The goal of these tutorial series is to illustrate a very basic supervised binary classification with different manual features based ML algorithms. The goal is to setup a ML algorithm to determine the visual morphological type of nearby galaxies from the Sloan Digital Sky Survey. The first deep learning papers in Astronomy addressed this problem at low and high redshift (Dielemann+15, Huertas-Company+15).

![](https://drive.google.com/uc?id=1TaiRB1wxui4AKnhuF4iH4LJkmrlb-D6d)

The notebook illustrates first how to train a Random Forest and a using catalog parameters (Stellar Mass and Color). 

In the second notebook we use ANNs.

We use as training set, the visually classified sample of ~14,000 galaxies by Nair&Abraham. For illustration purposes and computational time, we use jpeg RGB images as input. However the same methodology can be applied to fits.

---



#### Before we start, make sure to open this Colab notebook in "PlayGround Mode" (top left) and to change the Runtime type to GPU by navigating to the toolbar and clicking Runtime -> Change runtime type and then changing Hardware accelerator to GPU

---

In [None]:
import numpy as np
from astropy.io import fits
from astropy.table import Table
import os
from sklearn import preprocessing
from sklearn.ensemble import RandomForestClassifier
from sklearn.model_selection import train_test_split
from sklearn.metrics import roc_curve, precision_recall_curve, accuracy_score,auc

%pylab inline

## Mount Drive

Before mounting the drive click on [this folder](https://drive.google.com/drive/folders/1PcftgBzBySo1Ync-Wdsp9arTCJ_MfEPE?usp=sharing) and add it to your google drive by following these steps:

*   Go to your drive 
*   Find shared folder ("Shared with me" link)
*   Right click it
*   Click Add to My Drive



In [None]:
from google.colab import drive
drive.mount('/content/drive')

---
#### The notenook is setup to illustrate 2 different classifications:


#### 1.   Early vs. Late: This is an easy example in which we only try to separate between early-type and late-type galaxies.

#### 2.   E vs. S0: The second example is more challenging. We try to separate ellipticals from S0s.

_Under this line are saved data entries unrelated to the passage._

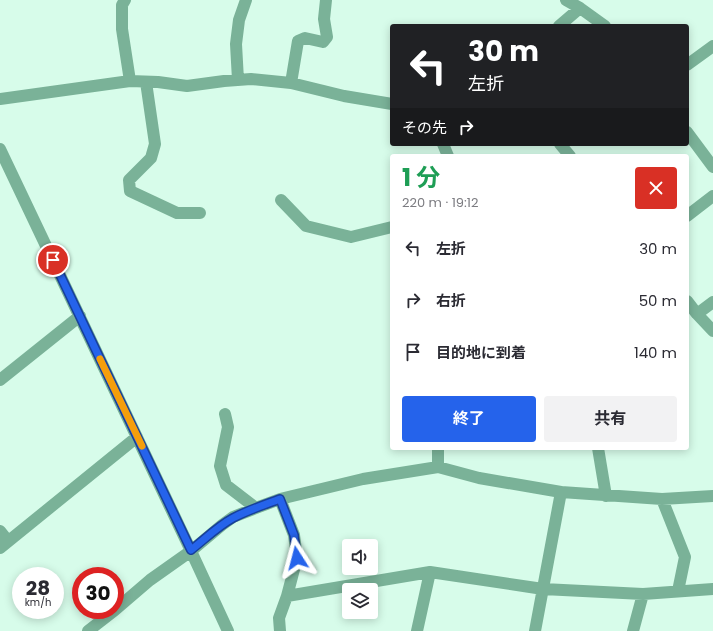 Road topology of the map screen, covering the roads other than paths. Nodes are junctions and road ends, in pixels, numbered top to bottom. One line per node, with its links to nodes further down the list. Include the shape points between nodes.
1 (125, 0): 11 (street, via 122,5 122,29)
2 (246, 0): 10 (street, via 239,20 236,44)
3 (326, 0): 13 (street, via 324,19 327,36 322,42 305,38 298,41)
4 (566, 0): 5 (street)
5 (580, 8): 6 (street); 7 (street)
6 (561, 24)
7 (602, 24)
8 (713, 46): 9 (street)
9 (689, 64)
10 (238, 80): 12 (street, via 187,86); 13 (street, via 251,78)
11 (130, 81): 12 (street); 14 (street)
12 (146, 82): 23 (street, via 155,144 151,158 129,180 130,191 177,213)
13 (290, 83): 15 (street)
14 (0, 99)
15 (390, 104)
16 (689, 135): 20 (street)
17 (562, 146): 19 (street)
18 (0, 149): 29 (street)
19 (568, 154)
20 (713, 167)
21 (713, 196): 24 (street)
22 (280, 200): 25 (street, via 306,226 351,237)
23 (200, 213)
24 (689, 214)
25 (390, 227)
26 (713, 302): 28 (street)
27 (689, 304): 28 (street)
28 (697, 314): 30 (street)
29 (80, 316): 31 (street); 33 (street)
30 (713, 331)
31 (0, 380)
32 (225, 414): 42 (street, via 228,427 220,466 226,485)
33 (137, 437): 44 (street); 45 (street)
34 (438, 450): 36 (street)
35 (598, 450): 38 (street)
36 (438, 467): 37 (street, via 479,478); 40 (street, via 363,479)
37 (561, 492): 38 (street); 47 (street)
38 (606, 496): 41 (street)
39 (713, 496): 41 (street)
40 (280, 499): 42 (street); 51 (street, via 294,535 297,558)
41 (662, 499): 49 (street, via 685,557)
42 (256, 508): 45 (street, via 228,521)
43 (0, 531): 44 (street)
44 (4, 544)
45 (191, 550): 52 (street); 55 (street)
46 (430, 572): 47 (street); 51 (street); 57 (street)
47 (543, 589): 50 (street); 58 (street)
48 (713, 589): 49 (street)
49 (678, 591): 50 (street)
50 (643, 594): 59 (street)
51 (287, 596): 56 (street, via 279,618)
52 (124, 602)
53 (103, 619): 54 (street)
54 (88, 631)
55 (228, 631)
56 (280, 631)
57 (418, 631)
58 (535, 631)
59 (633, 631)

#### By default case 1 is turn on. In order to switch to case 2 set the variable CLASS_EARLY_LATE to False.

---





In [None]:
CLASS_EARLY_LATE=True



## Data Preparation and Visualization

### Load data and prepare data

We will use catalog parameters as input features (color, mass for illustration) which correlate with galaxy morphology. It is well known that early type galaxies are redder and more massive than late type galaxies. So we are going to exploit these correlations to estimate the galaxy morphology with ML.

In [None]:
pathinData="/content/drive/My Drive/EDE2019/morphology"

if CLASS_EARLY_LATE:
  # donwload feature vector and labels
  X_ML = np.load(pathinData+'/feature_E_S.npy')
  #morphological class
  Y_ML = np.load(pathinData+'/label_E_S.npy') 
  #we also load images (for visualization purposes - not used for training)
  I_ML=np.load(pathinData+'/images_ML.npy') 

  

else:
  # donwload feature vector and labels
  X_ML = np.load(pathinData+'/feature_E_S0.npy')
  #morphological class
  Y_ML = np.load(pathinData+'/label_E_S0.npy') 
  #we also load images (for visualization purposes - not used for training)
  I_ML=np.load(pathinData+'/images_ML_E_S0.npy') 
  
#split training and test datasets
X_ML_train = X_ML[0:len(X_ML)//5*4,:]   
X_ML_test = X_ML[len(X_ML)//5*4:,:]
Y_ML_train = Y_ML[0:len(Y_ML)//5*4]
Y_ML_test = Y_ML[len(Y_ML)//5*4:]
I_ML_train = I_ML[0:len(I_ML)//5*4,:,:,:]
I_ML_test = I_ML[len(Y_ML)//5*4:,:,:,:]


### Visualize some images for illustration

In [None]:
randomized_inds_train = np.random.permutation(len(I_ML))

fig = plt.figure()
for i,j in zip(randomized_inds_train[0:4],range(4)):
  ax = fig.add_subplot(2, 2, j+1)
  im = ax.imshow(I_ML[i,:,:].astype(int))
  plt.title('$Morph$='+str(Y_ML[i]))
  fig.tight_layout() 
  fig.colorbar(im)


### Visualize the feature space used for classification (Stellar Mass / Color)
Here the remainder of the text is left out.